We need to ask ourselves if we are really parenting our children or, are we letting society do the job? Our kids don’t need us to be their friend. They need us to be parents. They need us to discipline them, to teach them right from wrong, and, to let them experience the consequences of making the wrong decision. But many of us are letting childcare workers and schools do our job while we concentrate on being our children’s friend. Our children need to learn to respect authority and fear consequences. Those lessons need to begin at home.
How many of us have the guts to take away cell phones or cars when our children make bad decisions? Do we suspend social activities when grades fall below our expectations? Are we forcing our kids to participate in extracurricular activities (sports, dance, clubs, etc.) to satisfy our own social needs? Are we making them so competitive that the occasional failure destroys their self-esteem? Do we buy their way out of trouble with the money we’ve made working overtime instead of spending time with them and keeping them out of trouble in the first place? Are we afraid to spank them for fear that the courts will take them away?

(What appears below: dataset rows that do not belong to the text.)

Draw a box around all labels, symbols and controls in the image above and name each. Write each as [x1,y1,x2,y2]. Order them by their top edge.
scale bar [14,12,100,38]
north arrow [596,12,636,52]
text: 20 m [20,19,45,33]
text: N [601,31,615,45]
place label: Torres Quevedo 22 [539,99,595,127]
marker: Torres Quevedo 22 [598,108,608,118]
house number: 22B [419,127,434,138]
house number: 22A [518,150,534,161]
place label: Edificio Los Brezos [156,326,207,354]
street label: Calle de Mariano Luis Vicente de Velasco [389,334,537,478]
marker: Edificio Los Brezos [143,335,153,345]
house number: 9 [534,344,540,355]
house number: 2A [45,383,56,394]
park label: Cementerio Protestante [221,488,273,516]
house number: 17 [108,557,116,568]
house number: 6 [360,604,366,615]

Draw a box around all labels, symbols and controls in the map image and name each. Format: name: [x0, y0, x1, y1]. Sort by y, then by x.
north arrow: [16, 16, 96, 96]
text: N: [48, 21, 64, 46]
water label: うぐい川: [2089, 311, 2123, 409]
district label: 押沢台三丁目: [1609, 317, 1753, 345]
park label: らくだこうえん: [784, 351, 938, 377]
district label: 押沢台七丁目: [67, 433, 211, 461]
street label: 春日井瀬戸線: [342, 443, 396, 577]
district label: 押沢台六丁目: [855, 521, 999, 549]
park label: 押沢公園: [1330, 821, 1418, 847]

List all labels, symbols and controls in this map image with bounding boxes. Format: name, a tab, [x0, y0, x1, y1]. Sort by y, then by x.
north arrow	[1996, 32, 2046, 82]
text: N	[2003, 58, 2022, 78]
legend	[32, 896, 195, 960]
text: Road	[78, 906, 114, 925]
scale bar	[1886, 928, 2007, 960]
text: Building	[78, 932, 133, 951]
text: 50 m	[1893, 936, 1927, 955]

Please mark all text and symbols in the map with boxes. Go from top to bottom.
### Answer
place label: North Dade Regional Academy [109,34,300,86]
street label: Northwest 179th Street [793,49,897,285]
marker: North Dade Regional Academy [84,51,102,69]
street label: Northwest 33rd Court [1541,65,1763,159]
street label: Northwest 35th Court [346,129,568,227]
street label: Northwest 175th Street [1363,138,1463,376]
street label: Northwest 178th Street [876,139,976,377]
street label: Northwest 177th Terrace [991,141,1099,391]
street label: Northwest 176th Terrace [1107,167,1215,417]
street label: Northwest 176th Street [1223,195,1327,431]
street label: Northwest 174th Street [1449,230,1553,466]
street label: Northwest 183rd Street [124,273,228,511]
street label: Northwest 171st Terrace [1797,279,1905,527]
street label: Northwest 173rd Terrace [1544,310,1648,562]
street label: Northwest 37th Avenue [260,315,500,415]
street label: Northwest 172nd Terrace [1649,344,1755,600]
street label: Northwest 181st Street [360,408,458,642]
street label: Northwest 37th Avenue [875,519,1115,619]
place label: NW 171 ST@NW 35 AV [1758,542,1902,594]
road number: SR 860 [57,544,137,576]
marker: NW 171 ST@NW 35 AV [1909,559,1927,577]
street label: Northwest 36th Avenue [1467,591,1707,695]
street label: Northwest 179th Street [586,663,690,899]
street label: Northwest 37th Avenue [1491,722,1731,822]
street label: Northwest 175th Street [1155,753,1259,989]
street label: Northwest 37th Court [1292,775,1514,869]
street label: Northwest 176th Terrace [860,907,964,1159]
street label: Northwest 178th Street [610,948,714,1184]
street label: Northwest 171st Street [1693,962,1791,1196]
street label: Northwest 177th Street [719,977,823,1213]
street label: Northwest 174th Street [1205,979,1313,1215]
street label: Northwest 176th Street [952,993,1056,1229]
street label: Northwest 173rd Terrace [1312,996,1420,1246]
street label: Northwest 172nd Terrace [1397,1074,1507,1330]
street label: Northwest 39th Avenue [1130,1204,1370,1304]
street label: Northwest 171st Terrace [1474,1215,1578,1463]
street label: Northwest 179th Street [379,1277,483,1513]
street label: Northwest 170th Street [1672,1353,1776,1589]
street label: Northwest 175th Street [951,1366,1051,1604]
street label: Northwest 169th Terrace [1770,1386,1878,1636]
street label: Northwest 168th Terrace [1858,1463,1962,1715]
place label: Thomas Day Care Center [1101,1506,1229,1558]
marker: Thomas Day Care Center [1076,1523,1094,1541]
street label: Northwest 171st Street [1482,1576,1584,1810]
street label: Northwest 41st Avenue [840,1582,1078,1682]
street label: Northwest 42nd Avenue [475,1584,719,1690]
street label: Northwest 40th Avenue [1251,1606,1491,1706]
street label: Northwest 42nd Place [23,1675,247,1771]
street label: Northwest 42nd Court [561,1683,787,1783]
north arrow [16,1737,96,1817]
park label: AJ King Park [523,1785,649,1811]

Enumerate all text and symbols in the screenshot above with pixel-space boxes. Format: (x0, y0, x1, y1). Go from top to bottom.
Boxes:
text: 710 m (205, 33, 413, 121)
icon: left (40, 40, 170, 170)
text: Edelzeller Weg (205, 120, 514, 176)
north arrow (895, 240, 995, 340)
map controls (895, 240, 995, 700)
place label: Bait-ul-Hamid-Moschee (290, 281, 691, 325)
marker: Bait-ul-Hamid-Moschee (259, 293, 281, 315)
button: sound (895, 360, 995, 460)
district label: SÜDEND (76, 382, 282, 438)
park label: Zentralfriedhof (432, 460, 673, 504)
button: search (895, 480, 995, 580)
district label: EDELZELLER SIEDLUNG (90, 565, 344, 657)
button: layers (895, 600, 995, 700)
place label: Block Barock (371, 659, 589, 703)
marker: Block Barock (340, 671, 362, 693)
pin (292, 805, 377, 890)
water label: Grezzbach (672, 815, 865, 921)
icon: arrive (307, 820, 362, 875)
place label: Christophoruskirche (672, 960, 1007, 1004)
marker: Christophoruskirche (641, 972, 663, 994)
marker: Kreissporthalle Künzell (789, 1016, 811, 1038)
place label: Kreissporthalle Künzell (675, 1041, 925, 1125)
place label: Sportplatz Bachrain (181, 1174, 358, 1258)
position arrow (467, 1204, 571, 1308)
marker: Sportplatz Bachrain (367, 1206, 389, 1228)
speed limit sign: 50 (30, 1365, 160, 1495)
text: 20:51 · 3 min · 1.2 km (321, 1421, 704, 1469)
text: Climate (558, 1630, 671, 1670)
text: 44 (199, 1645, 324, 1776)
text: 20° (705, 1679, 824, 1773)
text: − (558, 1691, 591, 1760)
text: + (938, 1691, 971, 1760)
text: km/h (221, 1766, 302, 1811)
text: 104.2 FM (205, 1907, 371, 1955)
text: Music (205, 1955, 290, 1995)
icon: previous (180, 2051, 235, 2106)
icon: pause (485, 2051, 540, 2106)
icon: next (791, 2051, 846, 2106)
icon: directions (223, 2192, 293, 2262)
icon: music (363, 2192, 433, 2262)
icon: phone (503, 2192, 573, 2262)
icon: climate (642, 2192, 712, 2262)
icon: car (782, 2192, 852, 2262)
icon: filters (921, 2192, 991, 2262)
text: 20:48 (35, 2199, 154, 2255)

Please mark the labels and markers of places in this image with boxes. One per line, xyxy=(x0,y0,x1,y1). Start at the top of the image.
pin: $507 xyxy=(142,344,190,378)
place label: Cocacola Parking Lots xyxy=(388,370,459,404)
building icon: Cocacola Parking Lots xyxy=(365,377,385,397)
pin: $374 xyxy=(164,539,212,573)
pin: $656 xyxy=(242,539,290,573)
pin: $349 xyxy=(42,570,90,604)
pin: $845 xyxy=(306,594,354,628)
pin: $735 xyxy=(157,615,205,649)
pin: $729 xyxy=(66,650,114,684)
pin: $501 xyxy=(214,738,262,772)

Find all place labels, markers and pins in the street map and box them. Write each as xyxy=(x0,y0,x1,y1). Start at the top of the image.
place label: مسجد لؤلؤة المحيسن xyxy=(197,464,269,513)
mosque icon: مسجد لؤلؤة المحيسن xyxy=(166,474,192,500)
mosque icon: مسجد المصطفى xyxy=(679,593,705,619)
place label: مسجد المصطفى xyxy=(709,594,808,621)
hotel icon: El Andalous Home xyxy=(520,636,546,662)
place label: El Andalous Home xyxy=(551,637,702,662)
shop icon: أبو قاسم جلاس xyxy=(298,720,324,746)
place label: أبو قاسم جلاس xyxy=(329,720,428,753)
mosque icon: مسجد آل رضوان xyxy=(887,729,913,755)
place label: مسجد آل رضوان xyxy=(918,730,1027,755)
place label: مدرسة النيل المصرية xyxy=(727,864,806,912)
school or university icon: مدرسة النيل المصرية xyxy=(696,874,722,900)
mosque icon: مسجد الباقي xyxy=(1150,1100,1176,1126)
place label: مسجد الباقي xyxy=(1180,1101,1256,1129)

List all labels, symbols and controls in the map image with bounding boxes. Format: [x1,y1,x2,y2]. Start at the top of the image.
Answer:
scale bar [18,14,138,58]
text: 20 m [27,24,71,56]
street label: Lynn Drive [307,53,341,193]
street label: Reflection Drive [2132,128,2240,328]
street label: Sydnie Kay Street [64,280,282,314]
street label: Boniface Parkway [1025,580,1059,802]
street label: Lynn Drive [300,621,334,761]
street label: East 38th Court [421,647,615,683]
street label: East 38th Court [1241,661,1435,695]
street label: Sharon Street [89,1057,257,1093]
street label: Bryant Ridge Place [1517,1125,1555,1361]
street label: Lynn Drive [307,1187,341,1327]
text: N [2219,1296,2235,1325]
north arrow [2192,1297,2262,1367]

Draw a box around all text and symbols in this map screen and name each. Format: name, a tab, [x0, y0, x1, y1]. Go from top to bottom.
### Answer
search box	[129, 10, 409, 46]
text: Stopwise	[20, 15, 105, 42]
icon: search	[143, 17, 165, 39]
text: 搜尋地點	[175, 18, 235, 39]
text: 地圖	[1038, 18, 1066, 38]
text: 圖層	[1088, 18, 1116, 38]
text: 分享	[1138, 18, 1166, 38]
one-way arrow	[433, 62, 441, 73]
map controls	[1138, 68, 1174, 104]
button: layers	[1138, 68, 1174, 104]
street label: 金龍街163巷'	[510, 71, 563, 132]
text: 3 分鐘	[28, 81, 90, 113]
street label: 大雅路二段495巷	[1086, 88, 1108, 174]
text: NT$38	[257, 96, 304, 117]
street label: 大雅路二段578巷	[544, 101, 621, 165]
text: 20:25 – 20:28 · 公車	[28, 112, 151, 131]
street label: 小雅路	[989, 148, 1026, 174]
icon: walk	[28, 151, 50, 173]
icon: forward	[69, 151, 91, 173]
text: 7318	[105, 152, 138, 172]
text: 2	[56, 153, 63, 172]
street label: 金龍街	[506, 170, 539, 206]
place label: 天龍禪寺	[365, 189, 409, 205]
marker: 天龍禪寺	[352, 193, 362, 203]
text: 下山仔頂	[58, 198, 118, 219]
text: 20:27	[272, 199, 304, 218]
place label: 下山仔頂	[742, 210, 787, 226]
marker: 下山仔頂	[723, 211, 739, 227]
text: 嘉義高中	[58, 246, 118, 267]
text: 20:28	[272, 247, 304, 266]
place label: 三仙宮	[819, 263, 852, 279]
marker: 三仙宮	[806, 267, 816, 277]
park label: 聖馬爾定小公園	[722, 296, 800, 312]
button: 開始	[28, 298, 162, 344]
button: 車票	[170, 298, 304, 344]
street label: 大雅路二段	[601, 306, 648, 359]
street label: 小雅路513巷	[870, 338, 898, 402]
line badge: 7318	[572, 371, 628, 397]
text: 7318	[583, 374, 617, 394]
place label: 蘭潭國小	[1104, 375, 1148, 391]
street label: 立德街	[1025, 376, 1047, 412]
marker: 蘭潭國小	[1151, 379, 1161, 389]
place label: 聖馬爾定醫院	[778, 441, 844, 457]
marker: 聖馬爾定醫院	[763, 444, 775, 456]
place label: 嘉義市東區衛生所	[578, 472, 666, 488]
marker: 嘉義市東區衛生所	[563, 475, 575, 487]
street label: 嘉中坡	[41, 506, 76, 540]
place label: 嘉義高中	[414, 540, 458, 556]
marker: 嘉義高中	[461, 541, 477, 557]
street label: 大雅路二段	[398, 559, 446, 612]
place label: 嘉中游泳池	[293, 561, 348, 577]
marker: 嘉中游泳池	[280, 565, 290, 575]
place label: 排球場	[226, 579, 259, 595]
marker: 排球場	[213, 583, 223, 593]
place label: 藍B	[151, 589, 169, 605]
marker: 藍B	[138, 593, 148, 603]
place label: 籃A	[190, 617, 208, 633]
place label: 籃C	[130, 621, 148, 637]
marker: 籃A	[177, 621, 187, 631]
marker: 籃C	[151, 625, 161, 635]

Obviously, I have more questions than answers but I think we need to ask ourselves these questions. I know times have changed but it seems to me that some of the old principles of parenting worked a lot better than those being used today. As a rebellious teenager, I got my share of punishment for making bad decisions. My harshest punishment came when I didn’t respect the authority of my parents. I wasn’t allowed to participate in anything that interfered with having time to do my homework. Education came first.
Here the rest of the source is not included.